→ **PROBLEM TO WORK ON**
An exact reprint of the listing is required, with no pictures included.

__________

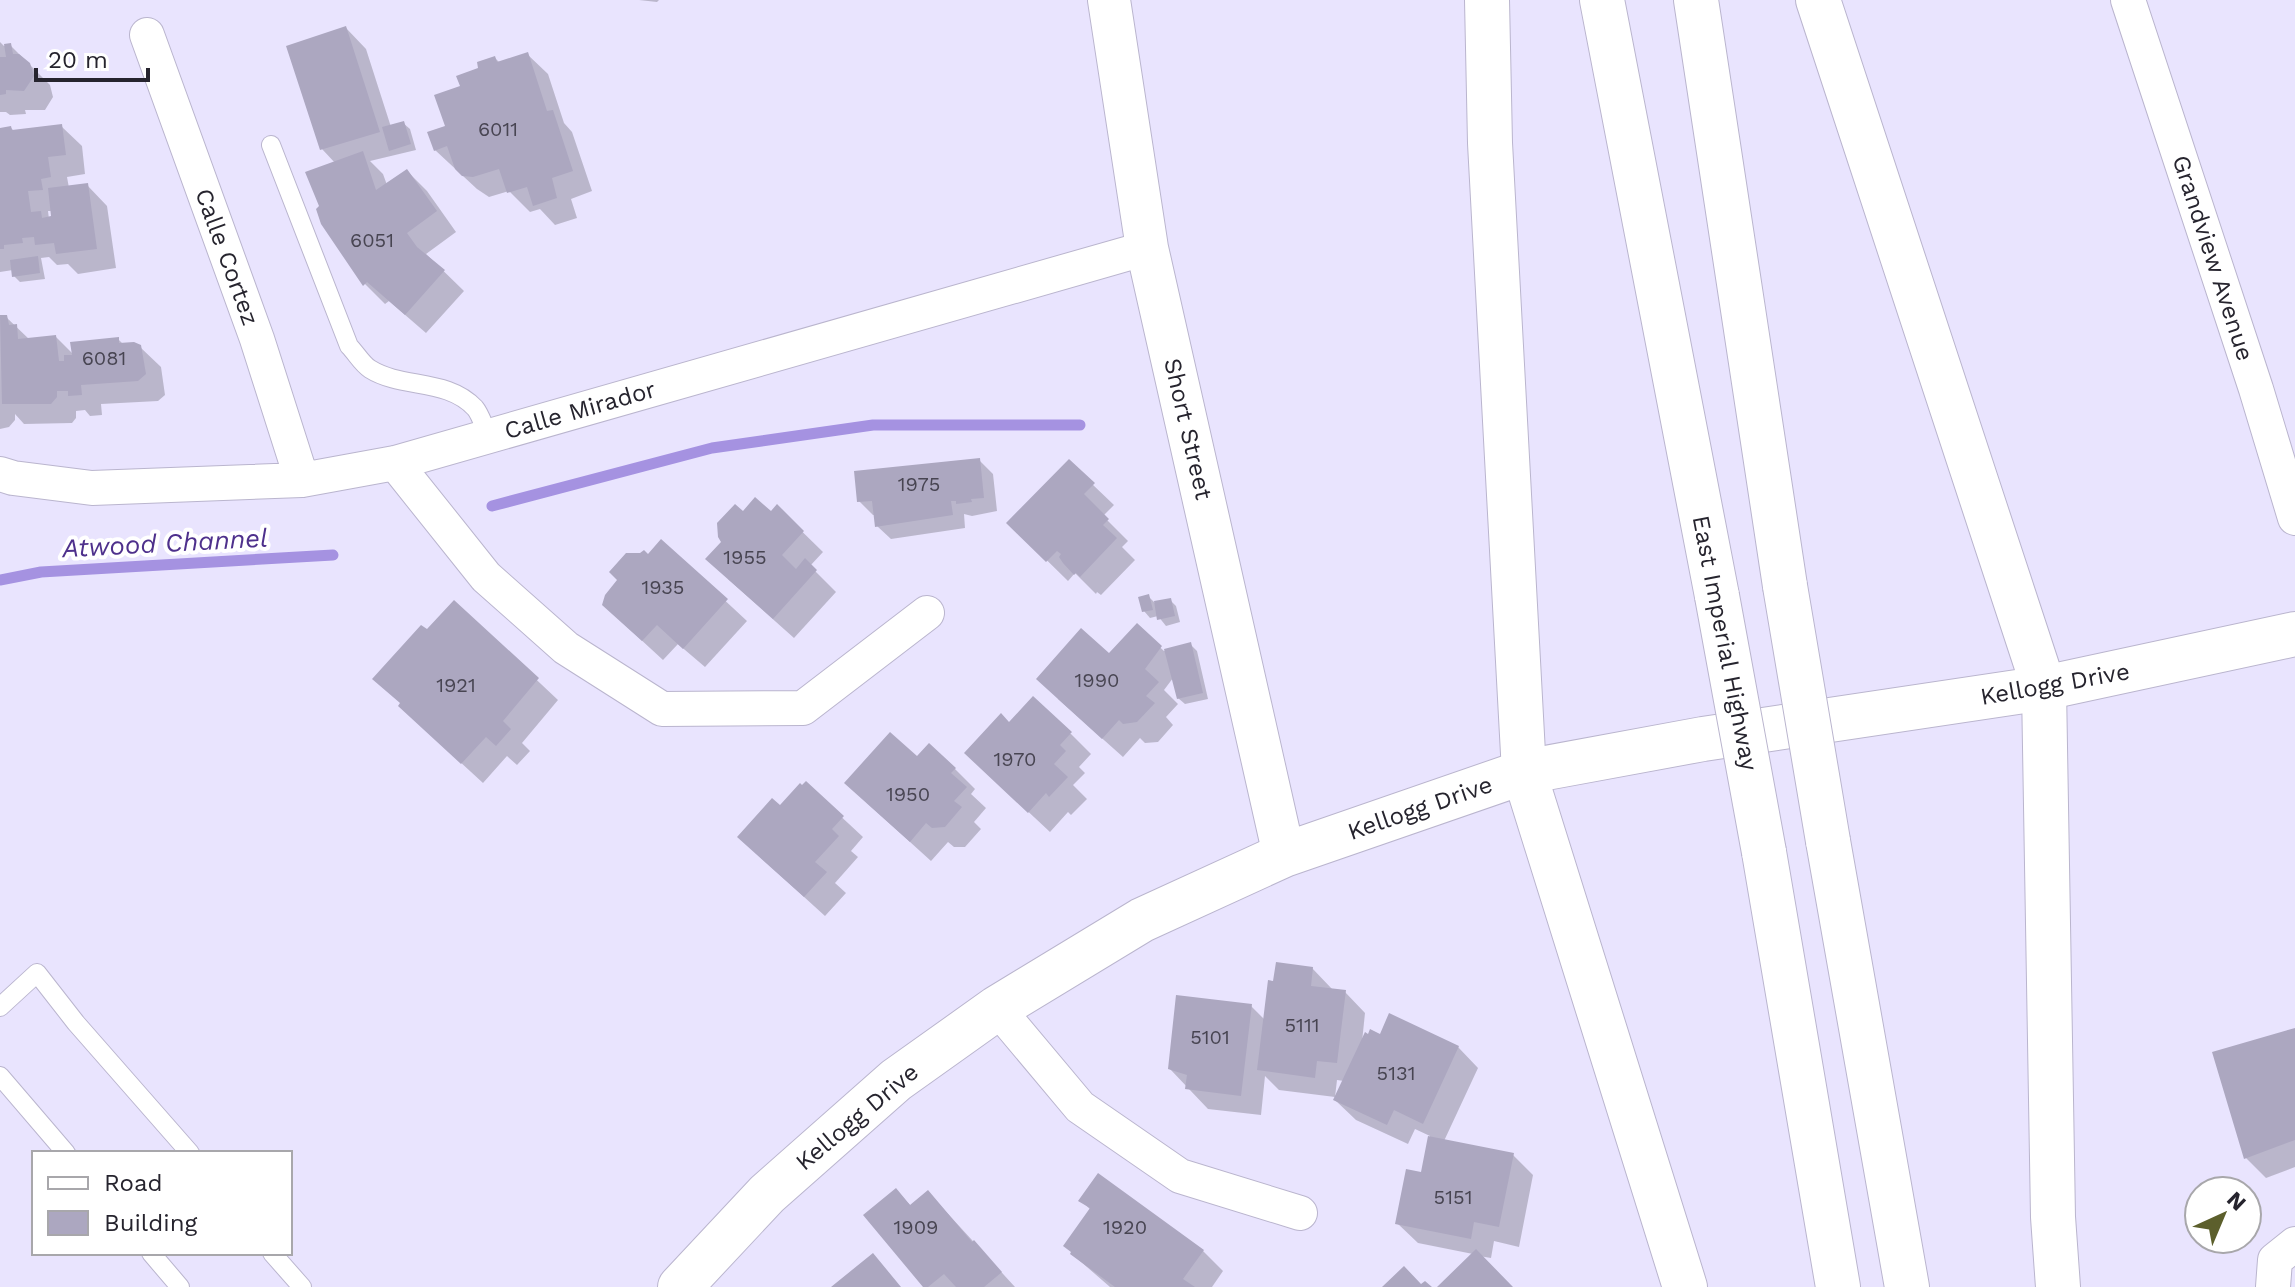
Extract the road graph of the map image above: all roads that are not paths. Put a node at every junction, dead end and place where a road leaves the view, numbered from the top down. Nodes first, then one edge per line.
1 (1109, 0) edge
2 (1487, 0) edge
3 (1602, 0) edge
4 (1696, 0) edge
5 (1818, 0) edge
6 (2128, 0) edge
7 (147, 35) dead end
8 (271, 145) dead end
9 (1147, 248) junction
10 (489, 436) junction
11 (395, 463) junction
12 (0, 474) edge
13 (302, 480) junction
14 (2295, 518) edge
15 (927, 613) dead end
16 (2295, 634) edge
17 (2044, 688) junction
18 (1524, 772) junction
19 (1284, 855) junction
20 (0, 1007) edge
21 (997, 1008) junction
22 (0, 1076) edge
23 (64, 1151) edge
24 (188, 1151) edge
25 (1300, 1213) dead end
26 (2295, 1244) edge
27 (153, 1255) edge
28 (274, 1255) edge
29 (180, 1287) edge
30 (302, 1287) edge
31 (680, 1287) edge
32 (1685, 1287) edge
33 (1838, 1287) edge
34 (1907, 1287) edge
35 (2058, 1287) edge
36 (2273, 1287) edge

1 - 9 street, Short Street
2 - 18 main road
3 - 33 main road, East Imperial Highway, bridge
4 - 34 main road, bridge
5 - 17 main road
6 - 14 street, Grandview Avenue
7 - 13 street, Calle Cortez
8 - 10 lane
9 - 10 street, Calle Mirador
9 - 19 street, Short Street
10 - 11 street, Calle Mirador
11 - 13 street, Calle Mirador
11 - 15 street
12 - 13 street, Calle Mirador
16 - 17 main road, Kellogg Drive
17 - 18 main road, Kellogg Drive
17 - 35 main road
18 - 19 main road, Kellogg Drive
18 - 32 main road
19 - 21 main road, Kellogg Drive
20 - 24 lane
21 - 25 street
21 - 31 main road, Kellogg Drive
22 - 23 lane
26 - 36 street
27 - 29 lane
28 - 30 lane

__________

→ **PROBLEM SOLUTION**
Extract the road graph of the map image above: all roads that are not paths. Put a node at every junction, dead end and place where a road leaves the view, numbered from the top down. Nodes first, then one edge per line.
1 (1109, 0) edge
2 (1487, 0) edge
3 (1602, 0) edge
4 (1696, 0) edge
5 (1818, 0) edge
6 (2128, 0) edge
7 (147, 35) dead end
8 (271, 145) dead end
9 (1147, 248) junction
10 (489, 436) junction
11 (395, 463) junction
12 (0, 474) edge
13 (302, 480) junction
14 (2295, 518) edge
15 (927, 613) dead end
16 (2295, 634) edge
17 (2044, 688) junction
18 (1524, 772) junction
19 (1284, 855) junction
20 (0, 1007) edge
21 (997, 1008) junction
22 (0, 1076) edge
23 (64, 1151) edge
24 (188, 1151) edge
25 (1300, 1213) dead end
26 (2295, 1244) edge
27 (153, 1255) edge
28 (274, 1255) edge
29 (180, 1287) edge
30 (302, 1287) edge
31 (680, 1287) edge
32 (1685, 1287) edge
33 (1838, 1287) edge
34 (1907, 1287) edge
35 (2058, 1287) edge
36 (2273, 1287) edge

1 - 9 street, Short Street
2 - 18 main road
3 - 33 main road, East Imperial Highway, bridge
4 - 34 main road, bridge
5 - 17 main road
6 - 14 street, Grandview Avenue
7 - 13 street, Calle Cortez
8 - 10 lane
9 - 10 street, Calle Mirador
9 - 19 street, Short Street
10 - 11 street, Calle Mirador
11 - 13 street, Calle Mirador
11 - 15 street
12 - 13 street, Calle Mirador
16 - 17 main road, Kellogg Drive
17 - 18 main road, Kellogg Drive
17 - 35 main road
18 - 19 main road, Kellogg Drive
18 - 32 main road
19 - 21 main road, Kellogg Drive
20 - 24 lane
21 - 25 street
21 - 31 main road, Kellogg Drive
22 - 23 lane
26 - 36 street
27 - 29 lane
28 - 30 lane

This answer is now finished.